Alors Dieu se fâche d’être le seul à aimer. Son trop plein d’amour qui ne trouve personne qui veuille être aimé, il le crie à son peuple en envoyant ses prophètes, inlassablement. Ils disent, ils répètent à temps et à contretemps, ils appellent le peuple à se laisser aimer. Et Jérémie se lève et proclame de la part de celui qui l’envoie : “Voici venir des jours – oracle du SEIGNEUR – où je conclurai avec la maison d’Israël et avec la maison de Juda une Alliance nouvelle” (Jr 31, 31). Si la première Alliance, ratifiée entre Dieu et Moïse en présence de tout le peuple ne suffit pas, si elle est tombée en désuétude par la négligence et les transgressions du peuple, Dieu annonce une Alliance nouvelle. Elle sera inscrite dans les cœurs (Jr 31, 33) et non dans un texte. Cette Alliance intime et vivante, cette Alliance incarnée en chaque homme, cette Alliance est dite “nouvelle”, parce que la nouveauté est, pour Dieu, l’autre nom de la vie et du bonheur.
Mais le peuple est endurci et le mal prolifère. La guerre se porte partout et chacun hait son frère. Les peuples font le mal, les villes se révoltent, chaque cœur est enténébré par la violence du monde: où donc est l’Alliance que Jérémie avait promise de la part du SEIGNEUR? Dieu envoie son propre Fils pour conclure l’Alliance nouvelle; les prophètes avaient dû préparer cette rencontre amoureuse entre Dieu et l’humanité. Jean-Baptiste a prêché la conversion pour que les hommes soient prêts. Mais le mal est plus intense que jamais, la haine est plus forte. Et Jésus est là. Il doit conclure l’Alliance. Quel sera le sang dans lequel il va sceller la déclaration d’amour de Dieu? Moïse avait pris le sang des jeunes taureaux (Ex 24, 5) et avait lu le Décalogue (Ex 20).

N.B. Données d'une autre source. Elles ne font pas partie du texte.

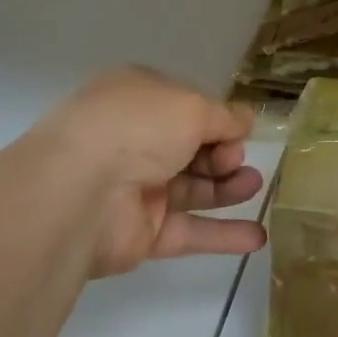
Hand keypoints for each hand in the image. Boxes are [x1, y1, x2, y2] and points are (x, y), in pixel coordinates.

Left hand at [23, 68, 266, 277]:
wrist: (79, 192)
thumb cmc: (137, 128)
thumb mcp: (192, 106)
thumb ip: (225, 116)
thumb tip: (247, 120)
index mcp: (140, 99)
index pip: (188, 107)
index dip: (218, 119)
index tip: (240, 131)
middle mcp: (137, 140)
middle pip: (194, 148)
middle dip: (224, 153)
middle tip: (235, 160)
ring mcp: (138, 188)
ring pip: (194, 188)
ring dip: (229, 188)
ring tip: (255, 188)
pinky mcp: (143, 233)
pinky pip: (190, 231)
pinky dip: (223, 234)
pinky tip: (258, 237)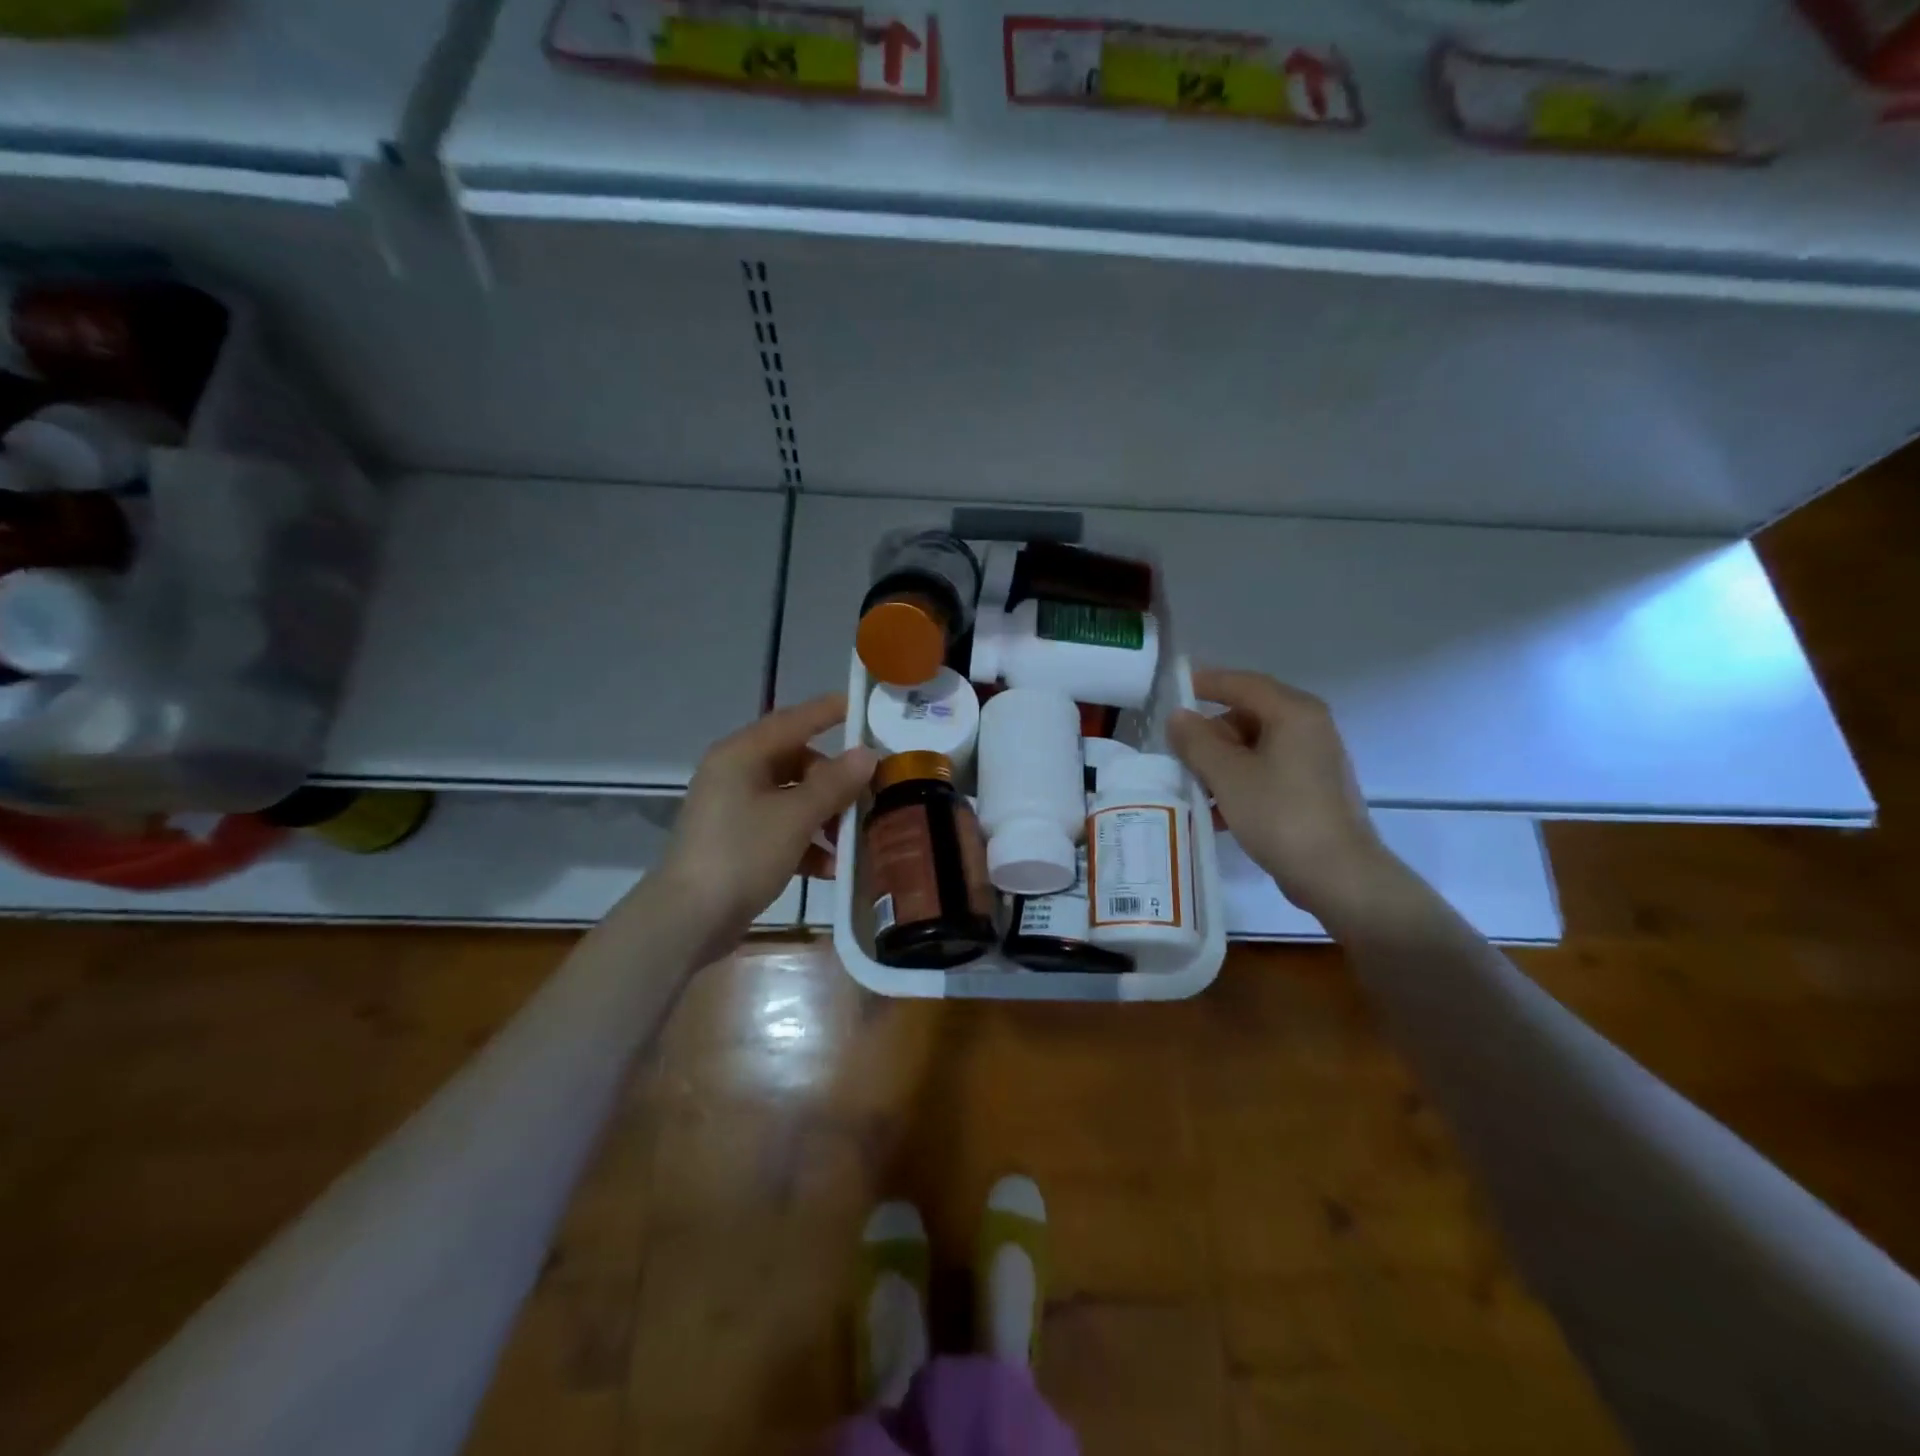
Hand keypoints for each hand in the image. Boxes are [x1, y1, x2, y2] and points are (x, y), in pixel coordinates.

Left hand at [652, 694, 877, 955]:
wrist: (687, 920)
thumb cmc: (742, 855)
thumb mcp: (795, 817)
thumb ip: (834, 783)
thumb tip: (867, 754)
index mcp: (742, 755)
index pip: (794, 720)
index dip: (829, 712)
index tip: (863, 708)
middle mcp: (735, 773)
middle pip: (796, 762)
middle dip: (834, 780)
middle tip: (869, 792)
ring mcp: (733, 809)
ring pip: (791, 798)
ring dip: (824, 816)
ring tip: (853, 838)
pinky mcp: (735, 842)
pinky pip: (780, 828)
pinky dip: (806, 842)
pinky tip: (831, 869)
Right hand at [1168, 668, 1402, 929]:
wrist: (1339, 876)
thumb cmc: (1280, 815)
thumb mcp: (1227, 775)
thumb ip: (1197, 741)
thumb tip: (1178, 716)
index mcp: (1294, 712)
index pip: (1242, 683)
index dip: (1205, 683)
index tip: (1172, 690)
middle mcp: (1309, 727)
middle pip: (1248, 715)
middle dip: (1210, 734)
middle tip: (1178, 753)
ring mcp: (1314, 760)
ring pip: (1255, 747)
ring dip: (1221, 763)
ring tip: (1192, 787)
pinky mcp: (1312, 790)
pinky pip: (1267, 772)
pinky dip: (1240, 783)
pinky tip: (1217, 813)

Que va faire Jésus? En lieu et place des dix commandements, Jésus dira ce simple mot, bref, mais tellement exigeant: “Aimez-vous les uns les autres” (Jn 13, 34) – voilà comment Dieu nous dit qu’il nous aime. En lieu et place du sang des bestiaux immolés, Jésus accepte d’affronter sans violence, dans une charité docile, la brutalité des hommes qui rejettent Dieu; Jésus accepte que ce soit “son propre sang” (Rm 3, 25; He 9, 12; 13, 12) qui serve à ratifier l’Alliance nouvelle. Et réunissant ses apôtres une dernière fois alors qu’il sait quelles souffrances l’attendent le lendemain, il prend la coupe du vin de la fête, la coupe de la Pâque et il dit ces mots de Moïse le libérateur, ces mots de Jérémie le prophète, ces mots qui sont aussi – et surtout – les siens, ces mots inouïs: “Cette coupe est la nouvelle alliance en mon sang” (1Co 11, 25). Pouvait-il dire quelque-chose de plus amoureux, de plus définitif, de plus intime? Quelle est cette nouveauté, puisqu’il va mourir? Si la nouveauté est du côté de la vie, et si l’Alliance lui coûte la vie, comment l’Alliance sera-t-elle nouvelle?
La nouveauté de l’Alliance est précisément ce que nous célébrons à chaque fois que nous sommes réunis pour faire mémoire de la résurrection de Jésus. A chaque messe, c’est à la nouveauté de l’Alliance que nous sommes associés, et cette nouveauté est pour nous vie et bonheur. Ce que Paul a reçu, ce qu’il nous a transmis, c’est de cela que nous vivons. Et nous annonçons cette mort du SEIGNEUR – mort paradoxalement nouvelle, puisqu’il est ressuscité, définitivement vivant – nous l’annonçons, jusqu’à ce qu’il revienne (1Co 11, 26).